The equipment utilization rate is calculated as the ratio of the time the equipment was actively used to the total time the equipment was available for use. A high indicator indicates that the equipment is used efficiently and at full capacity. A low score may indicate insufficient resource utilization or hardware overload. An average may be acceptable, but requires analysis to identify opportunities for optimization.

The formula for calculating the Equipment Utilization Rate can look like this: (Total time of active use of equipment / Total time of equipment availability) * 100% = Equipment Utilization Rate

To improve equipment utilization, call centers need to conduct an audit of existing equipment and its usage to identify unused or underutilized resources. Regular maintenance and equipment upgrades can increase its reliability and performance. It can also be effective to implement an equipment management system that will allow better planning of its use and replacement. Training staff on the proper use of equipment and implementing energy conservation policies can help reduce downtime and increase equipment efficiency. Involving employees in the optimization process and taking into account their feedback can also contribute to increasing the overall efficiency of the use of technical resources.

Call Quality Index

The “Call Quality Index” metric reflects the overall quality of voice communication in the call center, taking into account the clarity of the sound, the absence of noise and interruptions, which are key to customer satisfaction.

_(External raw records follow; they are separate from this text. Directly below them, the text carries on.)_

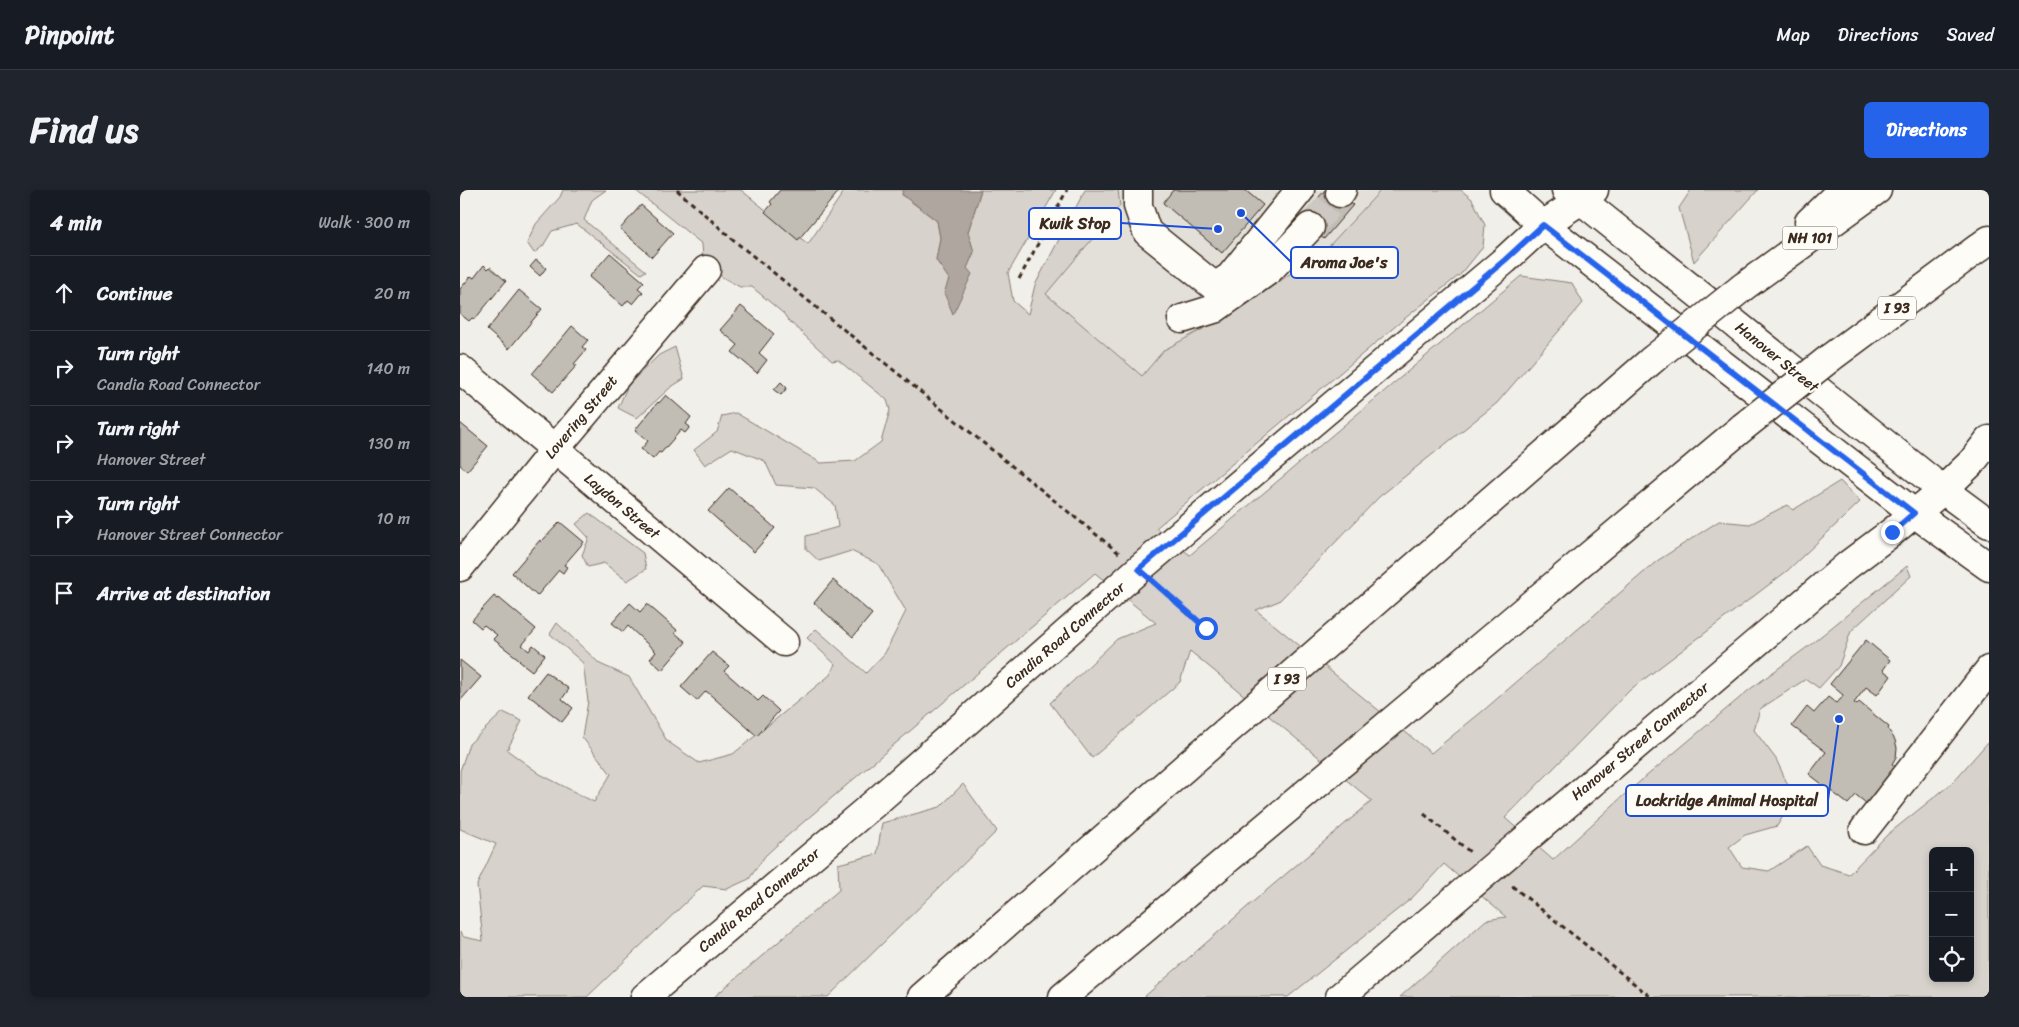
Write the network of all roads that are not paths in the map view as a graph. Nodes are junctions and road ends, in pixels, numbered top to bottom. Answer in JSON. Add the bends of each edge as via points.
{"nodes":[{"id":1,"x":1138,"y":190,"type":"edge"},
{"id":2,"x":1300,"y":190,"type":"edge"},
{"id":3,"x":1504,"y":190,"type":"edge"},
{"id":4,"x":1842,"y":190,"type":"edge"},
{"id":5,"x":1877,"y":190,"type":"edge"},
{"id":6,"x":1580,"y":193,"type":"edge"},
{"id":7,"x":1543,"y":225,"type":"junction"},
{"id":8,"x":1310,"y":227,"type":"tunnel mouth"},
{"id":9,"x":1989,"y":240,"type":"edge"},
{"id":10,"x":706,"y":270,"type":"dead end"},
{"id":11,"x":1743,"y":287,"type":"junction"},
{"id":12,"x":1182,"y":318,"type":"dead end"},
{"id":13,"x":460,"y":369,"type":"edge"},
{"id":14,"x":1989,"y":440,"type":"edge"},
{"id":15,"x":555,"y":449,"type":"junction"},
{"id":16,"x":1942,"y":490,"type":"junction"},
{"id":17,"x":1914,"y":513,"type":"junction"},
{"id":18,"x":1989,"y":524,"type":"edge"},
{"id":19,"x":460,"y":567,"type":"edge"},
{"id":20,"x":1989,"y":567,"type":"edge"},
{"id":21,"x":784,"y":642,"type":"dead end"},
{"id":22,"x":1989,"y":670,"type":"edge"},
{"id":23,"x":1864,"y":830,"type":"dead end"},
{"id":24,"x":645,"y":997,"type":"edge"},
{"id":25,"x":922,"y":997,"type":"edge"},
{"id":26,"x":1062,"y":997,"type":"edge"},
{"id":27,"x":1340,"y":997,"type":"edge"}],
"edges":[{"from":1,"to":2,"type":"main road","via":[[1138,206],[1147,232],[1214,287],[1230,277]]},
{"from":3,"to":7,"type":"main road"},
{"from":4,"to":11,"type":"main road","number":"I 93"},
{"from":5,"to":11,"type":"main road","number":"NH 101"},
{"from":6,"to":7,"type":"main road","name":"Candia Road Connector"},
{"from":6,"to":16,"type":"main road","name":"Hanover Street"},
{"from":7,"to":17,"type":"main road"},
{"from":7,"to":24,"type":"main road","name":"Candia Road Connector","via":[[1498,267],[1139,569],[876,802]]},
{"from":8,"to":12,"type":"main road","via":[[1269,270],[1214,309]]},
{"from":9,"to":26,"type":"main road","number":"I 93","bridge":true,"via":[[1742,427]]},
{"from":10,"to":15,"type":"main road","name":"Lovering Street"},
{"from":11,"to":25,"type":"main road","number":"I 93","bridge":true,"via":[[1652,360]]},
{"from":13,"to":15,"type":"main road","name":"Laydon Street"},
{"from":14,"to":16,"type":"main road","name":"Hanover Street Connector","via":[[1972,462]]},
{"from":15,"to":19,"type":"main road","name":"Lovering Street"},
{"from":15,"to":21,"type":"main road","name":"Laydon Street"},
{"from":16,"to":17,"type":"main road","name":"Hanover Street Connector"},
{"from":16,"to":18,"type":"main road","name":"Hanover Street"},
{"from":17,"to":20,"type":"main road"},
{"from":17,"to":27,"type":"main road","name":"Hanover Street Connector","via":[[1848,565]]},
{"from":22,"to":23,"type":"main road"}]}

The call quality index is calculated based on a number of parameters such as transmission delay, delay variation, data packet loss and other factors that affect the quality of voice communication. A high call quality index indicates a high quality of communication, which is desirable. A low indicator indicates problems with the quality of communication, which can negatively affect the perception of call center services by customers. Average may be acceptable but needs attention for further improvement.

The formula for calculating the Call Quality Index looks something like this: (1 – (Packet loss + Delay + Jitter)) * Weighting factors = Call Quality Index

To improve the call quality index, the call center needs to focus on improving the technical infrastructure and equipment. This may include upgrading network equipment, increasing network bandwidth, and using high-end headsets. Regularly testing your network for latency, packet loss, and other issues will help identify and fix problems. Training staff in the proper use of equipment and techniques to ensure voice clarity when speaking with customers is essential to maintaining high quality calls. Involving employees in the improvement process and taking into account their feedback can contribute to improving the overall quality of communication in the call center.

 

What metrics to use?

In conclusion, the analysis of 30 metrics for contact centers opens wide opportunities for improving their efficiency. Each metric plays a role in measuring different aspects of call center operations, from the quality of customer service to the technical reliability of equipment. However, it is important to understand that not all metrics are equally useful for every business. The choice of metrics for monitoring should be based on the specific goals and needs of the organization.

Over-focusing on a large number of metrics can lead to unnecessary complexity and distraction from key priorities. Therefore, it is recommended to choose those metrics that most accurately reflect the successes and challenges faced by the call center and that can be used to actually improve processes and results. A balanced approach to the selection and analysis of metrics will allow contact centers to achieve high productivity and customer satisfaction.